++++ Task data ++++

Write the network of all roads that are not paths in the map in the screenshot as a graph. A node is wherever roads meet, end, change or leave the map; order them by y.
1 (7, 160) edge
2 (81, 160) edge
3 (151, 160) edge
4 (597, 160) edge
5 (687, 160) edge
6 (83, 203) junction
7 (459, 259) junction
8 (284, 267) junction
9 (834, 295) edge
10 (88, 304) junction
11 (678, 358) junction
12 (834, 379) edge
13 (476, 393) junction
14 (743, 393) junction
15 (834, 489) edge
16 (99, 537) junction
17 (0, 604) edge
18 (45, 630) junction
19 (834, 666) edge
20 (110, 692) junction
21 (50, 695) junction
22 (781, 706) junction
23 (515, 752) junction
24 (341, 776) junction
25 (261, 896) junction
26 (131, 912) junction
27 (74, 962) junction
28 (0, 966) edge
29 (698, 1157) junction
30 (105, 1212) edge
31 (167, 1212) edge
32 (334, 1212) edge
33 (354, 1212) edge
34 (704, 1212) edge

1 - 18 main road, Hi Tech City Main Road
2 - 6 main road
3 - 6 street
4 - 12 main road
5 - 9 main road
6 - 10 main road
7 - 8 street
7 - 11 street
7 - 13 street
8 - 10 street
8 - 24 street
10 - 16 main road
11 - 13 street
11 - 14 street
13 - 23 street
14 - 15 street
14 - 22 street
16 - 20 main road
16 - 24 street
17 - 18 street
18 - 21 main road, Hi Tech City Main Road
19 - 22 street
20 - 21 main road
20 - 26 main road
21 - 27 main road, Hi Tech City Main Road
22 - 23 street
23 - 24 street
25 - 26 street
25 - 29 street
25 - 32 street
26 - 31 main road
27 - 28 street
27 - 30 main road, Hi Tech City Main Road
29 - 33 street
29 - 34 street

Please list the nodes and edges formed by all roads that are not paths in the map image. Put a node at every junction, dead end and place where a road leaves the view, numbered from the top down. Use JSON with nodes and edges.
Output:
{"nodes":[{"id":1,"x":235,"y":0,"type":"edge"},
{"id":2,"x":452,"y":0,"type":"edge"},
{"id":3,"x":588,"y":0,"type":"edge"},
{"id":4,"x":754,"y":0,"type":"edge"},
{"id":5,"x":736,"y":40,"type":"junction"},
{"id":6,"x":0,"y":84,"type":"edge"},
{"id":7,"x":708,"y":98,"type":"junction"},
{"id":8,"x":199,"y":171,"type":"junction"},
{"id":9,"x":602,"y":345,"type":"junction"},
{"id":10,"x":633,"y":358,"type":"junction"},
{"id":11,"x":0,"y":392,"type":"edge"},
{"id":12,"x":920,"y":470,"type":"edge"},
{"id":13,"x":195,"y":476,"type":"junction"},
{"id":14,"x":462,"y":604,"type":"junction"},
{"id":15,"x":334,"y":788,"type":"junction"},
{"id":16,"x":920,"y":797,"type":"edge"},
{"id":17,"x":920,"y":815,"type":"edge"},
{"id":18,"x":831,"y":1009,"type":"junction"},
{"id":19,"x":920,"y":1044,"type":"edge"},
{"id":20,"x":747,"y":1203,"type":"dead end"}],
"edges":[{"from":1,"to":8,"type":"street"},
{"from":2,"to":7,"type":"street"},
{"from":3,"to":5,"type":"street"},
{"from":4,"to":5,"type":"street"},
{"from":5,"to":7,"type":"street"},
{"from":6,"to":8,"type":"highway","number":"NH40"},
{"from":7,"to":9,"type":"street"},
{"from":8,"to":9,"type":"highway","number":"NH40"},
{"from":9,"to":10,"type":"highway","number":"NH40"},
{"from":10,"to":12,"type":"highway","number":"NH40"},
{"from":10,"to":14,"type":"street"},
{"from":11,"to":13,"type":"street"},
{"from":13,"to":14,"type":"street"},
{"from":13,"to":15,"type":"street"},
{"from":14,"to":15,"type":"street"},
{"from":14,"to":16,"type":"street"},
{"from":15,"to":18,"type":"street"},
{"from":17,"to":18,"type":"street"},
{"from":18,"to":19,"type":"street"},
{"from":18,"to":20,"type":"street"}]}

++++

→ **Exercise requirements**
Whenever the word "highway" turns up in a line of the listing above, copy the line.

→ **Answer section**
{"from":6,"to":8,"type":"highway","number":"NH40"},
{"from":8,"to":9,"type":"highway","number":"NH40"},
{"from":9,"to":10,"type":"highway","number":"NH40"},
{"from":10,"to":12,"type":"highway","number":"NH40"},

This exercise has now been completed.